Daniel Rooseboom de Vries (born 12 August 1980) is a Dutch freestyle footballer from Gorinchem, Netherlands.

In 2008, de Vries came third in the Redbull Street Style Freestyle European Championship in Austria, later reaching the Quarterfinals of the World Championship in Brazil. Additionally, he won the national Dutch Championships in 2009.

In 2011, he decided to focus on organising and judging tournaments instead of competing. Daniel was the Head Judge in both the Open World Championships and Red Bull Street Style 2012 and 2013.

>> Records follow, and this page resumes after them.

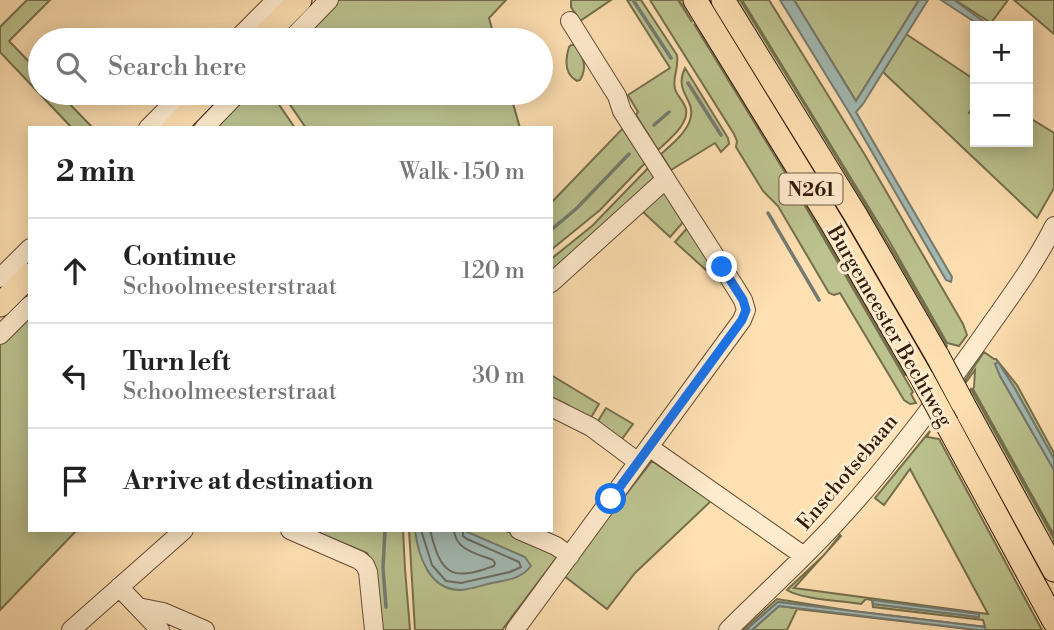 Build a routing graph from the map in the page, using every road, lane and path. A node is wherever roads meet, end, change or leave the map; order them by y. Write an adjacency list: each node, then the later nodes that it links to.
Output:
1 (276, 0): 7 (street)
2 (300, 0): 8 (main road)
3 (329, 0): 9 (street)
4 (695, 0): 36 (main road, Burgemeester Bechtweg / N261, bridge)
5 (723, 0): 33 (main road, Burgemeester Bechtweg / N261, bridge)
6 (570, 21): 16 (street)
7 (248, 28)
8 (272, 28)
9 (302, 28)
10 (171, 105): 13 (street)
11 (196, 105): 14 (main road)
12 (226, 105): 15 (street)
13 (150, 126)
14 (176, 126)
15 (206, 126)
16 (666, 179): 21 (street); 26 (street)
17 (1054, 226): 32 (street, Enschotsebaan)
18 (28, 249): 20 (street)
19 (28, 277): 22 (main road)
20 (0, 278)
21 (553, 281)
22 (0, 305)
23 (28, 307): 24 (street)
24 (0, 335)
25 (553, 408): 27 (street)
26 (649, 447): 27 (street); 32 (street)
27 (638, 462): 31 (street)
28 (182, 532): 34 (street)
29 (295, 532): 40 (street)
30 (524, 532): 31 (street)
31 (570, 556): 41 (street)
32 (804, 556): 42 (street, Enschotsebaan)
33 (1054, 570)
34 (119, 587): 35 (street); 37 (street)
35 (138, 607): 38 (street); 39 (street)
36 (1054, 621)
37 (71, 630)
38 (160, 630)
39 (205, 630)
40 (374, 630)
41 (514, 630)
42 (728, 630)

Daniel has performed in more than 40 countries, reaching three cup finals and appearing on several TV shows. He is one of the main characters in the Football Freestyle DVD 'CERO2. Furthermore, he appeared in a commercial of a software company SAP and is the face of the worldwide Redbull Street Style campaign. In 2012 he got his own character in the video game FIFA Street 4. Daniel is the Head of Digital at World Freestyle Football Association.

He is sponsored by the Dutch clothing brands Montasoccer and Arise Sportswear.

Throughout the years de Vries has created his own style with signature tricks like the "clock", where he puts the ball on the side of his head, lies on the floor and walks around like a ticking clock.

Nowadays he lives in Sweden, performing all around the country while remaining a well-known street artist in Stockholm.